Task statement - Each record below must come back exactly as written; its pictures must not.

Data to process -
[Start of Attachment]

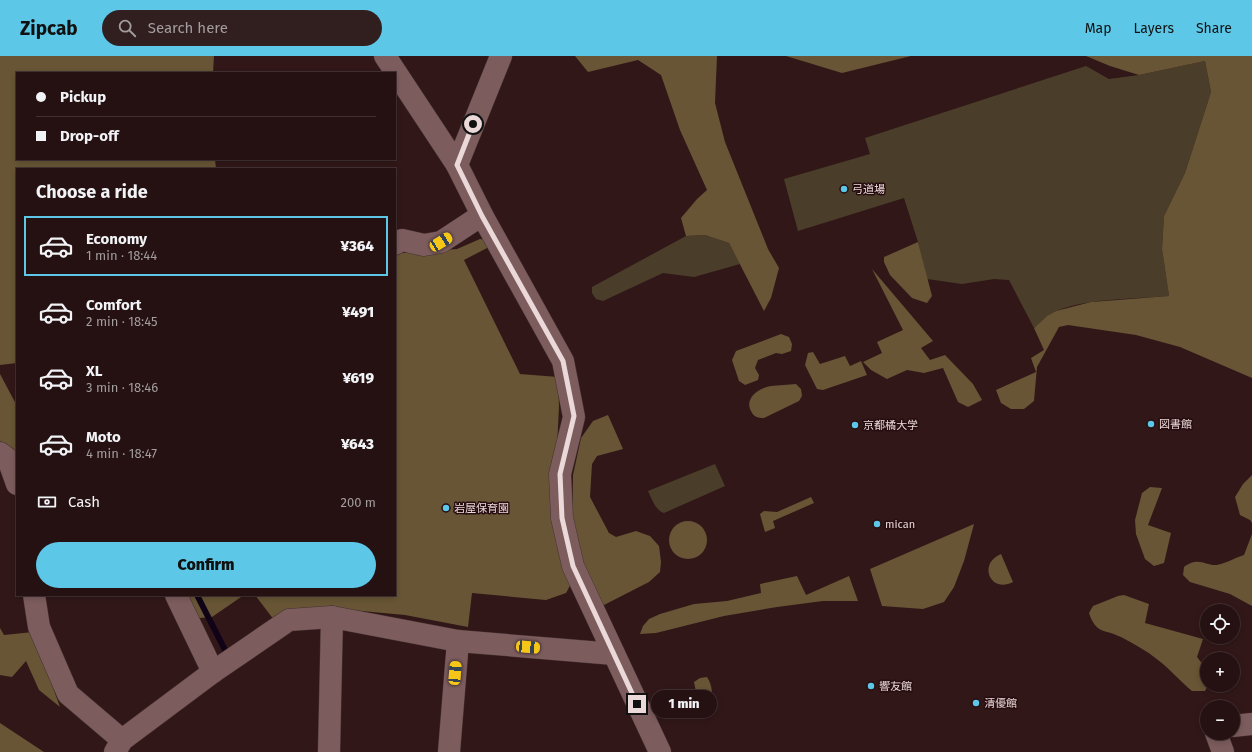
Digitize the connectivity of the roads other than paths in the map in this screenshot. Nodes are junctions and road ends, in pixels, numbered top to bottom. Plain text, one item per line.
1 (385, 56) edge
2 (500, 56) edge
3 (396, 72) edge
4 (396, 73) edge
5 (457, 165) junction
6 (482, 216) junction
7 (396, 243) edge
8 (0, 453) edge
9 (16, 481) edge
10 (34, 596) edge
11 (176, 596) edge
12 (332, 617) junction
13 (458, 641) junction
14 (614, 654) junction
15 (214, 672) junction
16 (1252, 724) edge
17 (1240, 725) edge
18 (1219, 740) edge
19 (119, 746) edge
20 (329, 752) edge
21 (449, 752) edge
22 (660, 752) edge
23 (1223, 752) edge

1 - 3 street
2 - 5 street
4 - 5 street
5 - 6 street
6 - 7 street
6 - 14 street
8 - 9 street
10 - 19 street
11 - 15 street
12 - 13 street
12 - 15 street
12 - 20 street
13 - 14 street
13 - 21 street
14 - 22 street
15 - 19 street
16 - 17 street
18 - 23 street

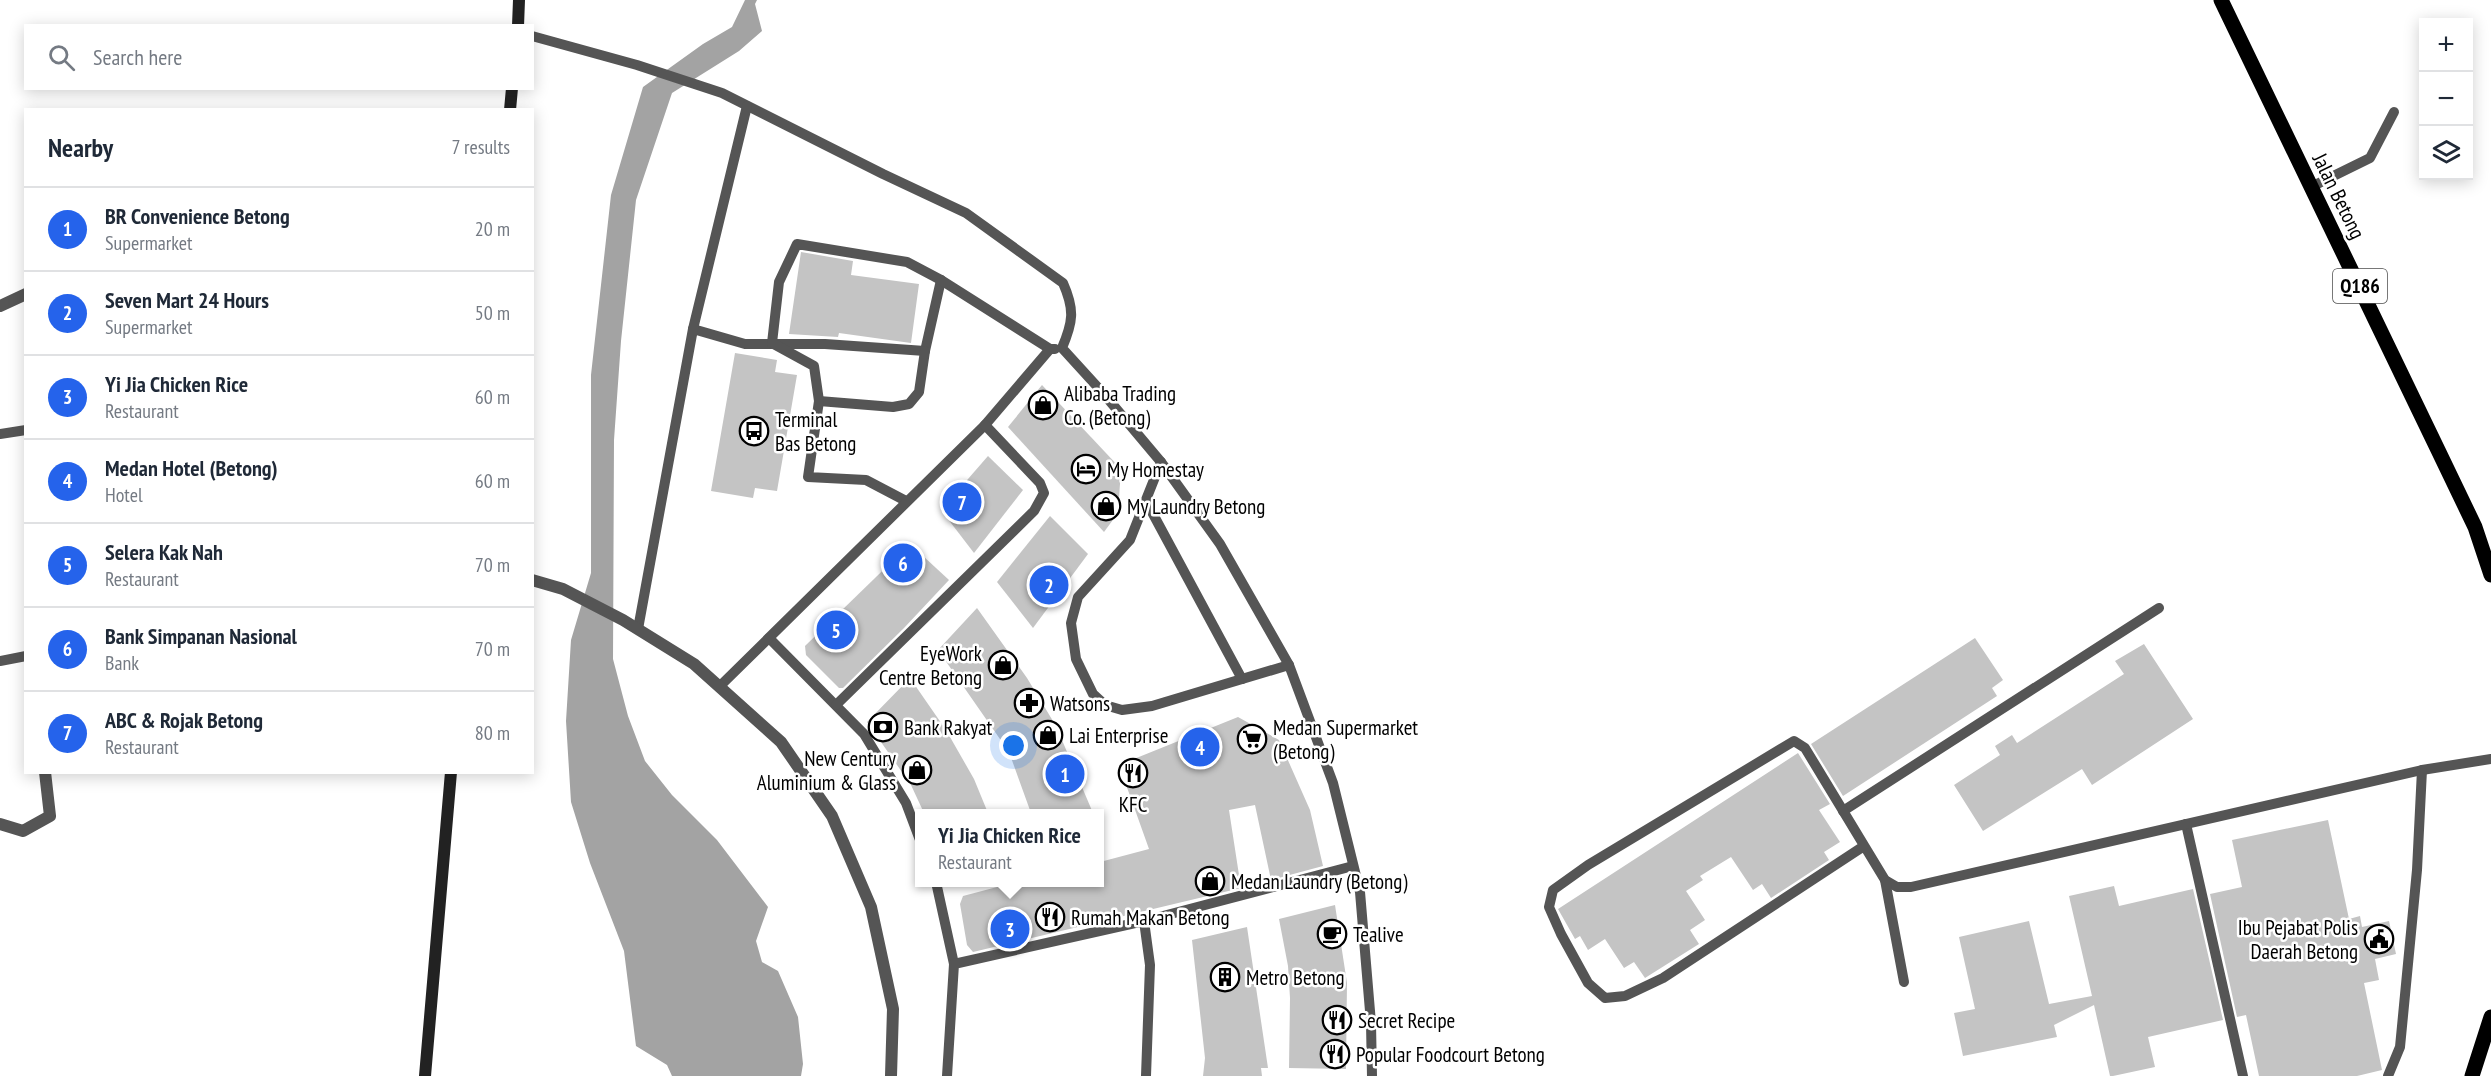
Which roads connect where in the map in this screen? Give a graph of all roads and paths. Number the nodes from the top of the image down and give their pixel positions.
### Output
1 (519, 0) edge
2 (2221, 0) edge
3 (518, 24) edge
4 (534, 37) edge
5 (512, 90) edge
6 (747, 106) junction
7 (510, 108) edge
8 (2394, 112) dead end
9 (2311, 187) junction
10 (941, 280) junction
11 (24, 295) edge
12 (0, 306) edge
13 (693, 329) junction
14 (772, 343) junction
15 (1056, 349) junction
16 (925, 351) junction
17 (819, 401) junction
18 (985, 425) junction
19 (24, 430) edge
20 (0, 434) edge
21 (1161, 462) junction
22 (906, 501) junction
23 (1146, 501) junction
24 (2491, 576) edge
25 (534, 581) edge
26 (2159, 608) dead end
27 (638, 629) junction
28 (769, 638) junction
29 (24, 656) edge
30 (0, 661) edge
31 (1289, 665) junction
32 (1242, 679) junction
33 (720, 686) junction
34 (836, 705) junction
35 (2491, 759) edge
36 (2422, 770) junction
37 (45, 774) edge
38 (451, 774) edge
39 (1843, 811) junction
40 (0, 824) edge
41 (2186, 824) junction
42 (915, 827) edge
43 (1864, 846) junction
44 (1353, 866) junction
45 (1885, 880) junction
46 (937, 887) edge
47 (1144, 921) junction
48 (954, 964) junction
49 (1904, 982) dead end
50 (2491, 1017) edge
51 (425, 1076) edge
52 (891, 1076) edge
53 (948, 1076) edge
54 (1146, 1076) edge
55 (1372, 1076) edge
56 (2243, 1076) edge
57 (2388, 1076) edge
58 (2472, 1076) edge

1 - 3 street
2 - 9 main road, Jalan Betong / Q186
4 - 6 lane
5 - 7 street
6 - 13 lane
6 - 15 lane
8 - 9 lane
9 - 24 main road, Jalan Betong / Q186
10 - 14 lane
10 - 15 lane
10 - 16 lane
11 - 12 street
13 - 14 lane
13 - 27 lane
14 - 16 lane
14 - 17 lane
15 - 18 lane
15 - 21 lane
16 - 17 lane
17 - 22 lane
18 - 22 lane
18 - 34 lane
19 - 20 lane
21 - 23 lane
21 - 31 lane
22 - 28 lane
23 - 32 lane
23 - 32 lane
25 - 27 street
26 - 39 lane
27 - 33 street
28 - 33 lane
28 - 34 lane
29 - 30 lane
31 - 32 lane
31 - 44 lane
33 - 52 street
34 - 42 lane
35 - 36 lane
36 - 41 lane
36 - 57 lane
37 - 40 street
38 - 51 street
39 - 43 lane
39 - 43 lane
41 - 45 lane
41 - 56 lane
43 - 45 lane
44 - 47 lane
44 - 55 lane
45 - 49 lane
46 - 48 lane
47 - 48 lane
47 - 54 lane
48 - 53 lane
50 - 58 main road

[End of Attachment]

Task response -
Digitize the connectivity of the roads other than paths in the map in this screenshot. Nodes are junctions and road ends, in pixels, numbered top to bottom. Plain text, one item per line.
1 (385, 56) edge
2 (500, 56) edge
3 (396, 72) edge
4 (396, 73) edge
5 (457, 165) junction
6 (482, 216) junction
7 (396, 243) edge
8 (0, 453) edge
9 (16, 481) edge
10 (34, 596) edge
11 (176, 596) edge
12 (332, 617) junction
13 (458, 641) junction
14 (614, 654) junction
15 (214, 672) junction
16 (1252, 724) edge
17 (1240, 725) edge
18 (1219, 740) edge
19 (119, 746) edge
20 (329, 752) edge
21 (449, 752) edge
22 (660, 752) edge
23 (1223, 752) edge

1 - 3 street
2 - 5 street
4 - 5 street
5 - 6 street
6 - 7 street
6 - 14 street
8 - 9 street
10 - 19 street
11 - 15 street
12 - 13 street
12 - 15 street
12 - 20 street
13 - 14 street
13 - 21 street
14 - 22 street
15 - 19 street
16 - 17 street
18 - 23 street

Which roads connect where in the map in this screen? Give a graph of all roads and paths. Number the nodes from the top of the image down and give their pixel positions.
### Output
1 (519, 0) edge
2 (2221, 0) edge
3 (518, 24) edge
4 (534, 37) edge
5 (512, 90) edge
6 (747, 106) junction
7 (510, 108) edge
8 (2394, 112) dead end
9 (2311, 187) junction
10 (941, 280) junction
11 (24, 295) edge
12 (0, 306) edge
13 (693, 329) junction
14 (772, 343) junction
15 (1056, 349) junction
16 (925, 351) junction
17 (819, 401) junction
18 (985, 425) junction
19 (24, 430) edge
20 (0, 434) edge
21 (1161, 462) junction
22 (906, 501) junction
23 (1146, 501) junction
24 (2491, 576) edge
25 (534, 581) edge
26 (2159, 608) dead end
27 (638, 629) junction
28 (769, 638) junction
29 (24, 656) edge
30 (0, 661) edge
31 (1289, 665) junction
32 (1242, 679) junction
33 (720, 686) junction
34 (836, 705) junction
35 (2491, 759) edge
36 (2422, 770) junction
37 (45, 774) edge
38 (451, 774) edge
39 (1843, 811) junction
40 (0, 824) edge
41 (2186, 824) junction
42 (915, 827) edge
43 (1864, 846) junction
44 (1353, 866) junction
45 (1885, 880) junction
46 (937, 887) edge
47 (1144, 921) junction
48 (954, 964) junction
49 (1904, 982) dead end
50 (2491, 1017) edge
51 (425, 1076) edge
52 (891, 1076) edge
53 (948, 1076) edge
54 (1146, 1076) edge
55 (1372, 1076) edge
56 (2243, 1076) edge
57 (2388, 1076) edge
58 (2472, 1076) edge

1 - 3 street
2 - 9 main road, Jalan Betong / Q186
4 - 6 lane
5 - 7 street
6 - 13 lane
6 - 15 lane
8 - 9 lane
9 - 24 main road, Jalan Betong / Q186
10 - 14 lane
10 - 15 lane
10 - 16 lane
11 - 12 street
13 - 14 lane
13 - 27 lane
14 - 16 lane
14 - 17 lane
15 - 18 lane
15 - 21 lane
16 - 17 lane
17 - 22 lane
18 - 22 lane
18 - 34 lane
19 - 20 lane
21 - 23 lane
21 - 31 lane
22 - 28 lane
23 - 32 lane
23 - 32 lane
25 - 27 street
26 - 39 lane
27 - 33 street
28 - 33 lane
28 - 34 lane
29 - 30 lane
31 - 32 lane
31 - 44 lane
33 - 52 street
34 - 42 lane
35 - 36 lane
36 - 41 lane
36 - 57 lane
37 - 40 street
38 - 51 street
39 - 43 lane
39 - 43 lane
41 - 45 lane
41 - 56 lane
43 - 45 lane
44 - 47 lane
44 - 55 lane
45 - 49 lane
46 - 48 lane
47 - 48 lane
47 - 54 lane
48 - 53 lane
50 - 58 main road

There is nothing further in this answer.